Oscars: Every Best Picture Nominee Of The 2010s - Ranked Worst To Best

8. The Artist

The Artist
The Weinstein Company

You've got to admire anyone with the temerity to set out to make a silent, black and white movie in 2011 about the advent of the talkies that doesn't include the safety net of being a biopic or an animation or has some secondary hook. So confused were some audiences by that audacity that they simply rejected it, ignoring the fact that The Artist was what it was and storming out of the cinema bemoaning the lack of colour and words. This was not a film made for the casual crowd of Gateshead cineplexes, that's for sure.
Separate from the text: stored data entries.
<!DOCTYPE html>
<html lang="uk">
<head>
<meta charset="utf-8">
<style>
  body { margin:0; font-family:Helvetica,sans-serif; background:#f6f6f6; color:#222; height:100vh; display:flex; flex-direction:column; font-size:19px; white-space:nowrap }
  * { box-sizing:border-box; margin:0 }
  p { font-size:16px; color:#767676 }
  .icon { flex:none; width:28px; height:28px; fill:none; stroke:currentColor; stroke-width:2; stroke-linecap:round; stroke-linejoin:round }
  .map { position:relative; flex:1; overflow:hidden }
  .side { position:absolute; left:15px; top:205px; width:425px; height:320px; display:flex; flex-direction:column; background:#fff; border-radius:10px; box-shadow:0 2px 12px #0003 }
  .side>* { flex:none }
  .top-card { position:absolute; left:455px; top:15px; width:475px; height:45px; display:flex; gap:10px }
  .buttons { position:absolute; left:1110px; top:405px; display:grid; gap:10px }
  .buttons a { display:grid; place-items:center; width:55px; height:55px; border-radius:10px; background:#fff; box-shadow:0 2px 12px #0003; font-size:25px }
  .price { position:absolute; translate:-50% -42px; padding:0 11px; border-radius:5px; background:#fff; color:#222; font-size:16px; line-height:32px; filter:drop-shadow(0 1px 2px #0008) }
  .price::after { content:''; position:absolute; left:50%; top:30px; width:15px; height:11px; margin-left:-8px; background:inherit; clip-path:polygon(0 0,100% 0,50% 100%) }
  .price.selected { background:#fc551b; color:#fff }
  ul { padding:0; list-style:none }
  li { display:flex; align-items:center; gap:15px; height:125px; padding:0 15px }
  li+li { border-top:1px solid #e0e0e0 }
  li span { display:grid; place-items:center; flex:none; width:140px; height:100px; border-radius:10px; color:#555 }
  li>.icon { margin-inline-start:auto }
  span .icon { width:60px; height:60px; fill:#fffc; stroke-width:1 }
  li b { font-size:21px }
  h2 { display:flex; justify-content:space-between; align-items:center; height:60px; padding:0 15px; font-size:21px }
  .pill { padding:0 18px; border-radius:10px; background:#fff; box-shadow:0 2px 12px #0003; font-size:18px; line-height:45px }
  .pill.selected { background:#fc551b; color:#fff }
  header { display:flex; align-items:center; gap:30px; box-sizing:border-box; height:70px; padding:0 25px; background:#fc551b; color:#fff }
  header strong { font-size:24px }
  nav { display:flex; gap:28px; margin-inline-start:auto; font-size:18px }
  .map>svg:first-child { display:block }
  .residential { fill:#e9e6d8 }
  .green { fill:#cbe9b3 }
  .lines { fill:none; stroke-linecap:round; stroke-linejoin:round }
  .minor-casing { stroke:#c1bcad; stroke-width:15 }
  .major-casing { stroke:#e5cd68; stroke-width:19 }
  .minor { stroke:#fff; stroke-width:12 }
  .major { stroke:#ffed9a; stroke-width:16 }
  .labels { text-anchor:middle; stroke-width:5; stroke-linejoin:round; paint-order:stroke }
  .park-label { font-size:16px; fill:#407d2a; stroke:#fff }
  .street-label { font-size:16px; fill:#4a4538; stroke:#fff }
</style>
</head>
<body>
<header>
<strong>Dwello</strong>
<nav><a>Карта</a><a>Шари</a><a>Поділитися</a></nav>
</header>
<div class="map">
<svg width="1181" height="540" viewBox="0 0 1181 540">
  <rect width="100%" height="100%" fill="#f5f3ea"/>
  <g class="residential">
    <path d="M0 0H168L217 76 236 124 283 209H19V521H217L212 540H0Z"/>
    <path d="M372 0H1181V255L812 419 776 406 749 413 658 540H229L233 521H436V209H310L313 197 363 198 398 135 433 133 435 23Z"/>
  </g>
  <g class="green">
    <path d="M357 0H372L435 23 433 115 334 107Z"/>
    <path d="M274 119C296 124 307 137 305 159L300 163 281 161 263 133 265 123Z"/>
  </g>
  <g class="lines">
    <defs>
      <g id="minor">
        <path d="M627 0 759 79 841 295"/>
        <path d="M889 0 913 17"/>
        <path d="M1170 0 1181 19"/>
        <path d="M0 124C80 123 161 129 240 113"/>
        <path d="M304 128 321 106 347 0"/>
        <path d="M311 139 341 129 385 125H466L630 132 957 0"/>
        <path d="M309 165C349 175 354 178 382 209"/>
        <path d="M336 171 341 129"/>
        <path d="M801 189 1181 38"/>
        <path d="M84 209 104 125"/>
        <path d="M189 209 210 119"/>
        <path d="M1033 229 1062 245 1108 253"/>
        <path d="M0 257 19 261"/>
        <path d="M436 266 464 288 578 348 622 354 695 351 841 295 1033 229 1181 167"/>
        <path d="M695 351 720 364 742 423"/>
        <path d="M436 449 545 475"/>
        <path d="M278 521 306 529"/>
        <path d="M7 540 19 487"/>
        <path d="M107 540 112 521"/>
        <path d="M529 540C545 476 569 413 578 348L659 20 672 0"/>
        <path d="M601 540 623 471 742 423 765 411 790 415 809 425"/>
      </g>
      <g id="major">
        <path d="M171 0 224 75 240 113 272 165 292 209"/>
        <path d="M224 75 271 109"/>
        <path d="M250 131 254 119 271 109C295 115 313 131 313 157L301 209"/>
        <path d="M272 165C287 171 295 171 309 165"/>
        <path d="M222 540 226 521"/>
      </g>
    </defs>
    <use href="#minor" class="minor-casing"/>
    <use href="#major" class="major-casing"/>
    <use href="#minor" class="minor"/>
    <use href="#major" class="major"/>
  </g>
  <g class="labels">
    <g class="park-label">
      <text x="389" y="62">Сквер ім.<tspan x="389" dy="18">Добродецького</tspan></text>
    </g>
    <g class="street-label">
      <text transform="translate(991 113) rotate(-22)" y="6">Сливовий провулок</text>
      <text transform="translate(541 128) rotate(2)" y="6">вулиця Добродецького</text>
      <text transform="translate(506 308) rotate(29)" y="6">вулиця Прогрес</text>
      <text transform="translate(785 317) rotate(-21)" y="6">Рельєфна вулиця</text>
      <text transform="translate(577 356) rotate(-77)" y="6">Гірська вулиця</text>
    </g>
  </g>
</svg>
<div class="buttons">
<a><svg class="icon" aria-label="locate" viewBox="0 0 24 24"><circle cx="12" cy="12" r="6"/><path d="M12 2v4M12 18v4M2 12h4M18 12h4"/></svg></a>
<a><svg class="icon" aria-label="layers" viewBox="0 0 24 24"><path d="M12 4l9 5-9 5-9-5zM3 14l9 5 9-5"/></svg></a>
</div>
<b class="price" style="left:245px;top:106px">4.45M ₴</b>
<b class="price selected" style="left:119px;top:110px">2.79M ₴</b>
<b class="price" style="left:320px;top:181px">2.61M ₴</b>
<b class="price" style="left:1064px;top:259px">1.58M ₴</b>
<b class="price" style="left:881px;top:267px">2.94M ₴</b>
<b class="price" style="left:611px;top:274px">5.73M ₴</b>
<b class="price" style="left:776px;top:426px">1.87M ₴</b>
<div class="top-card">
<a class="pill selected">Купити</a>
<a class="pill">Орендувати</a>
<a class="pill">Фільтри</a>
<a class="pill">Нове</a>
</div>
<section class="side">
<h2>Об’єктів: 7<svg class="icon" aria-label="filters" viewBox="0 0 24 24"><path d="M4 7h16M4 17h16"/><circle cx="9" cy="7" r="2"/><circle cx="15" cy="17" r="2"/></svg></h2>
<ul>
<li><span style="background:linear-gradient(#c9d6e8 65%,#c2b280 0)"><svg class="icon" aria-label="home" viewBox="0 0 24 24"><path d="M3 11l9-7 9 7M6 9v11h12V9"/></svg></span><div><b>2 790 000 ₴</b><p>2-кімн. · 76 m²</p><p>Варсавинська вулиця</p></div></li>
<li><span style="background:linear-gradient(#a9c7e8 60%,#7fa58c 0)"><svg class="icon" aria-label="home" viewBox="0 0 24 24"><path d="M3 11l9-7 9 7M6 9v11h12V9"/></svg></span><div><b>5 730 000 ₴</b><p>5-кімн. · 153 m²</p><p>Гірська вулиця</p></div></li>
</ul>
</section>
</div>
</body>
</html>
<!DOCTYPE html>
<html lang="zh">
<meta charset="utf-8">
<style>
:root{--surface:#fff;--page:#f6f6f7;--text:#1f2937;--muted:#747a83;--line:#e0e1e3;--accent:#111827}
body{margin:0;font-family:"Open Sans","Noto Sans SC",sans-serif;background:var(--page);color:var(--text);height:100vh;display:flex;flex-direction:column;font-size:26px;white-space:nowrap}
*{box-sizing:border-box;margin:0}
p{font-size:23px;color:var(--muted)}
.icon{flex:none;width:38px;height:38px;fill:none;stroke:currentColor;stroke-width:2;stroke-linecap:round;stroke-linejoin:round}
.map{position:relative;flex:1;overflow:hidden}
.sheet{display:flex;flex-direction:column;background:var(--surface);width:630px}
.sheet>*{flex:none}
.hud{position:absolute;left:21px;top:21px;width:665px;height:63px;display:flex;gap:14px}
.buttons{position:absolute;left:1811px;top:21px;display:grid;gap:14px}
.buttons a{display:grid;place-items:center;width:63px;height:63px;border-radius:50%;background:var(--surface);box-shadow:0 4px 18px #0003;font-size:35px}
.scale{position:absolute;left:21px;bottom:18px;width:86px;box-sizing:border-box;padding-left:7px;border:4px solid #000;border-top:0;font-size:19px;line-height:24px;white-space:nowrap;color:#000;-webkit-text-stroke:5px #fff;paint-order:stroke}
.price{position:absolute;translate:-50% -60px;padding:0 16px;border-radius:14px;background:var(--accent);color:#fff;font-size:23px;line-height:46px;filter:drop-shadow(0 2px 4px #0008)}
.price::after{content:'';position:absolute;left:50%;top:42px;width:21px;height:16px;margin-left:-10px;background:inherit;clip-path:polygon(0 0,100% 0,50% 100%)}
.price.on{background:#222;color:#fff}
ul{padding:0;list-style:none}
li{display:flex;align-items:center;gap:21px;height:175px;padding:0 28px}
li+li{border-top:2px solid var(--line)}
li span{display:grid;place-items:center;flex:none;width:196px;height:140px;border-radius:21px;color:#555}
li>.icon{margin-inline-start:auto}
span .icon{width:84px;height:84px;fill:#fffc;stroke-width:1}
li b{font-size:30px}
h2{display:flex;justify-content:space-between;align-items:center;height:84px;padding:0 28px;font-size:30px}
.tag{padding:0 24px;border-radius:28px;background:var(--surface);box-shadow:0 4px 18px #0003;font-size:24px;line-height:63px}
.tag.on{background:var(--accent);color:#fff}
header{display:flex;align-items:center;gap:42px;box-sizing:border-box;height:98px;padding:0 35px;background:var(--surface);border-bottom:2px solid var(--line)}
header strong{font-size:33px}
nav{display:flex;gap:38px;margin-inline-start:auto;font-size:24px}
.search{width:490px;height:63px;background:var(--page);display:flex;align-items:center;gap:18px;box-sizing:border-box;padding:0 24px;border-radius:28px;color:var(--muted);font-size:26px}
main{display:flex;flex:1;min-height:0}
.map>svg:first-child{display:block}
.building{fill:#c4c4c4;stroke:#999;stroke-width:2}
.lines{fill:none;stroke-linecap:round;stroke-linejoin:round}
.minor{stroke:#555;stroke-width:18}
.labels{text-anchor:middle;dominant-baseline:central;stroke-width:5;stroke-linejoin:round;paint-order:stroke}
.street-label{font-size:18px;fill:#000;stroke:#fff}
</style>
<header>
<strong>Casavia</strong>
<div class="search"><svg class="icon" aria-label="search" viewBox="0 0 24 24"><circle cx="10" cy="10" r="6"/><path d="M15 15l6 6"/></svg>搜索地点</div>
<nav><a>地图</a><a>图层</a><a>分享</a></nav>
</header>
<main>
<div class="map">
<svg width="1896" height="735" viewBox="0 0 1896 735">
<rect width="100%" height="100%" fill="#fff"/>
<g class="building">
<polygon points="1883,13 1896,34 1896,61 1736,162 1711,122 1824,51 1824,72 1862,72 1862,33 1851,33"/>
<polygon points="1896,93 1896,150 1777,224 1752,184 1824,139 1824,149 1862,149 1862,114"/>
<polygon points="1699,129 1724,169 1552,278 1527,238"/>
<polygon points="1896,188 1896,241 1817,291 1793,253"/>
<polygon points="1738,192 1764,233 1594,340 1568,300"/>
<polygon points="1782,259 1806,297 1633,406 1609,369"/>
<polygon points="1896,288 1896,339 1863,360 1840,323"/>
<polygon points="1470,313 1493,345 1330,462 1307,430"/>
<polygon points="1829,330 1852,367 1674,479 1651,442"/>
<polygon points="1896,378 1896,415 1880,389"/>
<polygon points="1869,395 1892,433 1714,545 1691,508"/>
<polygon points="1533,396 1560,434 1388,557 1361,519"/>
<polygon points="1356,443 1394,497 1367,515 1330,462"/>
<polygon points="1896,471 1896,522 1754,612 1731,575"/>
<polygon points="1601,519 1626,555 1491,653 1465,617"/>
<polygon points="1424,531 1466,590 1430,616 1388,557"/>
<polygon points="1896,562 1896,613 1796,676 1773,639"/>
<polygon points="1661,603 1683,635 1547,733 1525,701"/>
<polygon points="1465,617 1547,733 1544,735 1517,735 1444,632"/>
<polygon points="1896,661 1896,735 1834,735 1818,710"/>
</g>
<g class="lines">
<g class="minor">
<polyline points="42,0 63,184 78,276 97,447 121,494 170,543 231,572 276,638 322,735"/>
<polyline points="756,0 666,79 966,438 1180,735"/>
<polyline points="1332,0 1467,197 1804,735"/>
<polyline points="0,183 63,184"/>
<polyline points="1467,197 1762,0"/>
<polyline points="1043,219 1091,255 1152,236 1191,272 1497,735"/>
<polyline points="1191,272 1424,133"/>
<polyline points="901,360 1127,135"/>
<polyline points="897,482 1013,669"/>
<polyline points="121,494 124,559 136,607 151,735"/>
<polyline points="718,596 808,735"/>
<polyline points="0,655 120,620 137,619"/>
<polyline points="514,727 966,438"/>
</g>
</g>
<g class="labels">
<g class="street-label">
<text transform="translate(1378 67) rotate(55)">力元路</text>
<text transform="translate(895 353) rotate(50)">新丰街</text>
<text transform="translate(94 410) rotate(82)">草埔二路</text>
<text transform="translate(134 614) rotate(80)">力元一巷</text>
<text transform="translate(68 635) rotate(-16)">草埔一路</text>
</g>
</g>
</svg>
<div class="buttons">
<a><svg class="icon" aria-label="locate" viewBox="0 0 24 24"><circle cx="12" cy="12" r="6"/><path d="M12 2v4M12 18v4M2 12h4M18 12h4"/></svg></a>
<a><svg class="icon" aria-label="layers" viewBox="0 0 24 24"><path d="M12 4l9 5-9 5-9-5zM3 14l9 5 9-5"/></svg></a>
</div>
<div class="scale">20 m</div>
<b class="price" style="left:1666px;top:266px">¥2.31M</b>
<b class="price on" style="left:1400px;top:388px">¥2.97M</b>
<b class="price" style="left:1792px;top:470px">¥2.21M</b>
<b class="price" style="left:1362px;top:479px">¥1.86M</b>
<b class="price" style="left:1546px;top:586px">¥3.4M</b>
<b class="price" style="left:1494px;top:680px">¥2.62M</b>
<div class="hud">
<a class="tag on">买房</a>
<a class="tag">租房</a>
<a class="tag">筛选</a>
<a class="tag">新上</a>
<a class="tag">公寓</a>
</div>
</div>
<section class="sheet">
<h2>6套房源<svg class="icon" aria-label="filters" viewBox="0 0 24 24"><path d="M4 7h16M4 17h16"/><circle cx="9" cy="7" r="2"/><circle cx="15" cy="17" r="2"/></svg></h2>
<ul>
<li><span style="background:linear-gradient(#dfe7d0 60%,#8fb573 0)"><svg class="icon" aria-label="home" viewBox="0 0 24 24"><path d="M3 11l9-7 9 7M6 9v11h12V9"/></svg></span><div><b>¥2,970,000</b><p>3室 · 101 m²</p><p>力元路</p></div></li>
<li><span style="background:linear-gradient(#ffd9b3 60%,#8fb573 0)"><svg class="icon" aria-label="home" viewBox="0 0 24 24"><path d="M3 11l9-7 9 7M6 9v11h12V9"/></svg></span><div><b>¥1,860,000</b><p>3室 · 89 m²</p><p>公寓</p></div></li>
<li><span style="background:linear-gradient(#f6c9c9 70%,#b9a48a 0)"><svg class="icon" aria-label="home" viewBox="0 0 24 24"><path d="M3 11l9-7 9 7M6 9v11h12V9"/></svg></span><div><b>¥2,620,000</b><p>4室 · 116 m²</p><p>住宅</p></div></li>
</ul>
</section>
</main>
And far beyond the "gimmick" of its format, The Artist is exactly what the Academy loves - a love letter to cinema with a chaser of genuine emotional goodness. Buoyed by the performance of Jean Dujardin, who spends the whole film looking like he's literally tumbled out of the 1920s and the zippy charm of Bérénice Bejo, it's also testament to no frills film-making and a lesson in how to do a hell of a lot with very little.

At the end of the day, it's a love story with a compelling riches to rags plot and some of the most inventive, infectious sequences in any film outside of the golden age before technology took over and sucked away just a little of the pure magic. If you've not seen it, see it. It'll change everything.

Can I really recommend it that much? With pleasure.